- First season: 1929; 97 years ago
- Athletic director: Christine Stapleton
- Head coach: Michael Faulds 1st year, –
- Other staff: Paul Gleason (DC), Kevin MacNeil (RC), Jacob Kirk (VC)
- Home stadium: Western Alumni Stadium
- Year built: 2000
- Stadium capacity: 7,800
- Stadium surface: Sporturf
- Location: London, Ontario
- League: U Sports
- Conference: OUA (1980-present)
- Past associations: CIRFU (1929-1970) OUAA (1971-1973) OQIFC (1974-1979)
- All-time record: –
- Postseason record: –

Titles
- Vanier Cups: 8 1971, 1974, 1976, 1977, 1989, 1994, 2017, 2021
- Uteck Bowls: 1 2017
- Mitchell Bowls: 3 2008, 2018, 2021
- Churchill Bowls: 7 1959, 1974, 1976, 1977, 1979, 1982, 1994
- Atlantic Bowls: 5 1971, 1985, 1986, 1989, 1995
- Canadian Bowls: 1 1914
- Yates Cups: 35 1931, 1939, 1946, 1947, 1949, 1950, 1952, 1953, 1957, 1959, 1971, 1974, 1976, 1977, 1979, 1980, 1981, 1982, 1985, 1986, 1988, 1989, 1990, 1994, 1995, 1998, 2007, 2008, 2010, 2013, 2017, 2018, 2021, 2022, 2023
- Hec Crighton winners: 7 Jamie Bone, Greg Marshall, Blake Marshall, Tim Tindale (2), Andy Fantuz, Chris Merchant
- Colours: Purple and white
- Fight song: "Western"
- Mascot: J.W.
- Outfitter: Under Armour
- Website: westernmustangs.ca/football

= Western Mustangs football =

Canadian university gridiron football team

The Western Mustangs football team (also known as the Western Ontario Mustangs) represents the University of Western Ontario in Canadian university football. The Mustangs compete as a member of the Ontario University Athletics (OUA), under the U Sports association.

With their first full season in 1929, the Western Mustangs are one of the most decorated football teams in Canadian university history. The team has had the most Vanier Cup national championship appearances, having made it to the title game 15 times (most recently in 2021). The Mustangs have won eight Vanier Cups, second only to the Laval Rouge et Or. The Mustangs have also won the Yates Cup conference championship 35 times in team history; more than any other Canadian University. The Western Mustangs play their home games at Western Alumni Stadium, located on the south side of campus. With 8,000 seats, Western Alumni Stadium is the second-largest stadium in the OUA association.

There have been three former Western Mustang team members who have participated in the NFL draft: John Priestner (Baltimore Colts, 1979), Tyrone Williams (Phoenix Cardinals, 1992) and Vaughn Martin (San Diego Chargers, 2009).

== History ==

=== Early development ===
One of the earliest known football games to have been played at Western was in 1908 by a group of medical students. Known as 'rugby' or 'rugby football', this team joined a local junior league and played a small series of games that year. In 1912, the Medical faculty students as well as the Arts faculty students joined and formed one team which played along with the local City of London team in the Junior Ontario Rugby Union.

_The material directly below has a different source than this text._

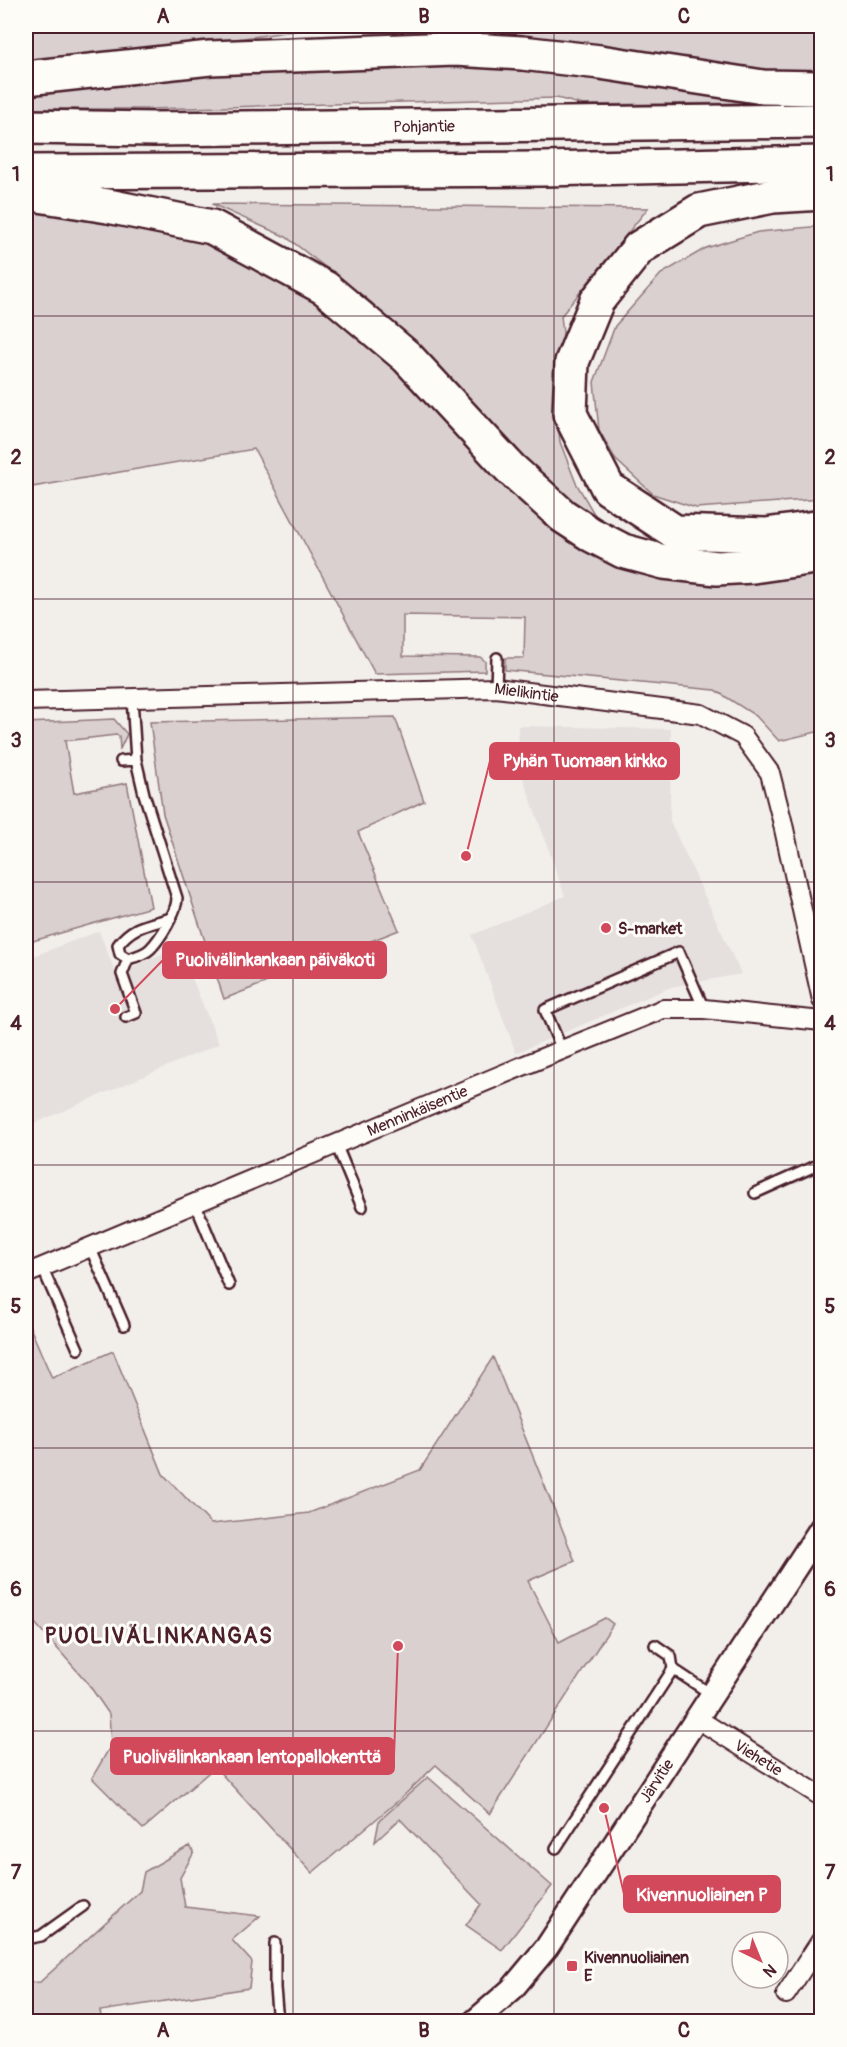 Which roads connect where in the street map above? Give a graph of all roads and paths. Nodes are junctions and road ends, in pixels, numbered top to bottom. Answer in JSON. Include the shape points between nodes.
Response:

Western joined the intermediate intercollegiate football team in 1920 and with a very rough start, the team persevered with the support of the university for the next couple of seasons. With improved coaching from 1923 to 1926, the team went on to win their first intermediate intercollegiate championship in 1927 with Art Wilson as the head coach.

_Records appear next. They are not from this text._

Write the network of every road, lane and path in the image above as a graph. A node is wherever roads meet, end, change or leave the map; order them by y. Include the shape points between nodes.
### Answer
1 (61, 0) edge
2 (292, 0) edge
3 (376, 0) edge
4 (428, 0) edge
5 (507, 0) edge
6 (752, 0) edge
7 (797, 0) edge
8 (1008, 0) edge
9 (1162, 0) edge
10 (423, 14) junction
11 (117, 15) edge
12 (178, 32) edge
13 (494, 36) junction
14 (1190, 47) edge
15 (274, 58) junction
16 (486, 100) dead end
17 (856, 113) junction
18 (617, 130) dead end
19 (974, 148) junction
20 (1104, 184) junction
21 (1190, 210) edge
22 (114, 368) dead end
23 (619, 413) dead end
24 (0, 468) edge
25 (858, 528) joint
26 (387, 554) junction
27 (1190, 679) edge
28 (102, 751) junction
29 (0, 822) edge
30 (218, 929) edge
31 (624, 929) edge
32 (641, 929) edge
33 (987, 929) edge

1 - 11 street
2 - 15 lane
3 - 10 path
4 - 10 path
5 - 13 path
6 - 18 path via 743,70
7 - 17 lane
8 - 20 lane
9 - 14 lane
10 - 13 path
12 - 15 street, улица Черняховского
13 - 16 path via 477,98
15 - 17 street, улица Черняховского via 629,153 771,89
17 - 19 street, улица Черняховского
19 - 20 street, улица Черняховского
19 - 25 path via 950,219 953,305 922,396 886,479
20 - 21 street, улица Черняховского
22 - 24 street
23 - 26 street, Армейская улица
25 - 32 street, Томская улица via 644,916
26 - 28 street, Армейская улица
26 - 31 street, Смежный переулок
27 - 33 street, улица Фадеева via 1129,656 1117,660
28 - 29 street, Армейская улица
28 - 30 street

==== J. W. Little Memorial Stadium ====
In 1928, construction began on the first stadium on campus. With the help of Fielding Yost, the stadium was built to proper football guidelines. The J. W. Little Memorial Stadium opened the following year on October 19, 1929, and was named after Colonel J.W. Little, a former City of London mayor. Opening day, Western's new senior intermediate team played Queen's University and lost 25–2.

Improvements like an electronic scoreboard and a radio booth were added in 1948 and 1949, respectively. By 1960, the stadium expanded seating from the original 5,000 seats to well over 7,200 seats. This was then expanded to 8,000 in future years.

The stadium held its last game in 1999, and the new TD Stadium was built in 2000.

=== Senior Intermediate Team ===
The entry into the senior intercollegiate league in 1929 brought Western into the spotlight. Joe Breen became the head coach for the Senior Intermediate Team this year, with assistant coach Mitt Burt and Paul Hauch as captain. 1929 was the first year Western played senior football.

The Mustangs continued to play in league throughout the early 1930s, but had a mixed bag of wins and losses, but did win their first Yates Cup championship in 1931. By 1935, Breen retired as the head coach and Western football got a jumpstart when Bill Storen and John P. Metras came on as head coach and assistant coach this same year. Both coaches were very knowledgeable and skillful football players and with their guidance, the team gained more and more wins each year. By 1939, the team accomplished their first undefeated season, notably with Joe Krol as a member of this historic team.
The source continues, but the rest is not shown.